Wednesday, October 12, 2005

In Extremis

Normally I like having E show up in a dream, and while it was nice to see her last night, the circumstances were really quite disturbing.

We were somewhere together, and it was in some sort of classroom setting. I vaguely remember something about a parking lot and crossing the lot, though I’m not sure what the connection was. Maybe it was our arrival where ever, I’m not sure though.

Anyway, we were in this class type setting, with three or four other older women who were doing some sort of exercises. We were being led by a lady neurologist. E and I weren’t really doing the exercises but more just hanging out. E was having trouble though. She wasn’t feeling well, but putting her usual brave face on it, and trying to push it into the background. Then she turned to me, and I could see that she was in distress. She was showing a physical symptom that you just couldn’t miss. She didn’t want me to do or say anything, but I called over the teacher, who stopped the class and came to see her. The neurologist/teacher said “no, that’s serious, get her to the hospital right now.” The funny thing was that the symptom she was showing had no relation to the problem that she was experiencing, which is the problem that she is waiting to be diagnosed with.

I took her to the hospital, and the next scene was us in an examining room, with her being checked by a doctor. For some reason I was also being checked, and that lead into a separate segment of me performing the “tests” associated with E’s problem. Mostly it involved me drawing a star on a big paper with a big black marker. I had to draw a pentagram without lifting the pen and at first they were measuring where the points were that I stopped. Then they stopped doing that because I was having trouble with it, and I just had to draw the image. But I was having trouble doing that too. I couldn’t make the lines go where I needed them to. At one point I even couldn’t control my hand and made marks on the page where they weren’t supposed to be. And then they made my try to draw it with my left hand. All of this was going on with me alone somewhere, and out beyond me was a big open green field with a big circular cement slab of some sort in it. The result of the “test” was that I failed it.

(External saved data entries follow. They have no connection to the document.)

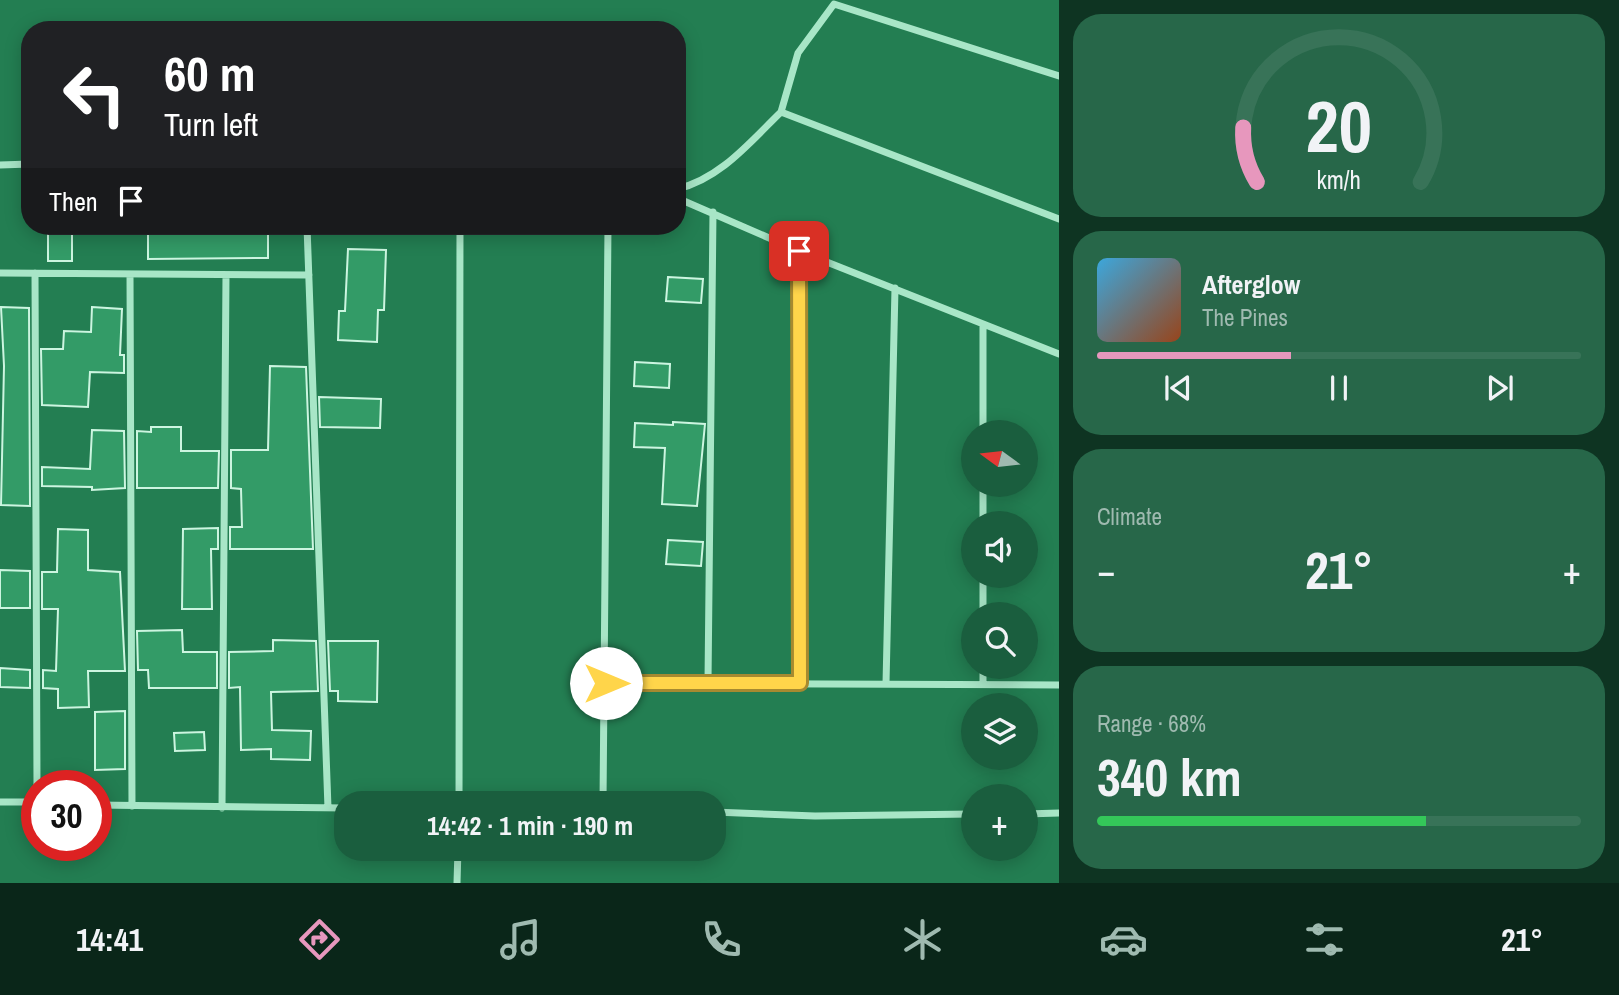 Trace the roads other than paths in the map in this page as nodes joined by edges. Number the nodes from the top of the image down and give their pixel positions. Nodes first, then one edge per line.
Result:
1 (1059, 76) edge
2 (781, 113) junction
3 (21, 164) edge
4 (0, 165) edge
5 (686, 187) edge
6 (686, 202) edge
7 (713, 212) junction
8 (1059, 219) edge
9 (307, 235) edge
10 (460, 235) edge
11 (608, 235) edge
12 (799, 251) junction
13 (0, 273) edge
14 (35, 273) junction
15 (130, 274) junction
16 (226, 275) junction
17 (309, 275) junction
18 (895, 288) junction
19 (983, 325) junction
20 (1059, 354) edge
21 (983, 420) edge
22 (983, 679) edge
23 (708, 682) junction
24 (606, 683) junction
25 (800, 683) junction
26 (886, 684) junction
27 (983, 684) junction
28 (1059, 685) edge
29 (37, 770) edge
30 (460, 791) edge
31 (603, 791) edge
32 (21, 802) edge
33 (0, 803) edge
34 (112, 805) edge
35 (132, 806) junction
36 (222, 808) junction
37 (328, 808) junction
38 (334, 808) edge
39 (726, 812) edge
40 (1059, 813) edge
41 (961, 814) edge
42 (1038, 814) edge
43 (458, 861) edge
44 (457, 883) edge

1 - 2 street
2 - 5 street
2 - 8 street
3 - 4 street
6 - 7 street
7 - 12 street
7 - 23 street
9 - 17 street
10 - 30 street
11 - 24 street
12 - 18 street
12 - 25 street
13 - 14 street
14 - 15 street
14 - 29 street
15 - 16 street
15 - 35 street
16 - 17 street
16 - 36 street
17 - 37 street
18 - 19 street
18 - 26 street
19 - 20 street
19 - 21 street
22 - 27 street
23 - 24 street
23 - 25 street
24 - 31 street
25 - 26 street
26 - 27 street
27 - 28 street
32 - 33 street
34 - 35 street
35 - 36 street
36 - 37 street
37 - 38 street
39 - 41 street
40 - 42 street
43 - 44 street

Things cut back to the examining room again, and there was a crowd of people in there and there was a doctor guy who was taking everyone’s blood pressure. I was feeling lousy, and my left arm was numb or tingling or something, and when he took my pressure in that arm he told me it was “in extremis”, which was some sort of medical term (which was bad). He tried my right arm and it was okay, but close. I even saw the in extremis part of the gage. E’s doctor came, and everyone else cleared out. I knew that my result meant that Dr G would be ordering an MRI for me. I knew that E was also in extremis, which was why we were here in the first place.

E gave me a smile and said “woo hoo, your blood sugar is under 30 too!”

Then she said something about “well I’d better be staying in her only over the weekend” and she seemed quite set on that. I asked her if she wanted me to go to her house and pick up some things for her and bring them back. She gave me a bit of a confused look and said “gee, I don’t know”.

The dream faded out quite rapidly then and I woke up.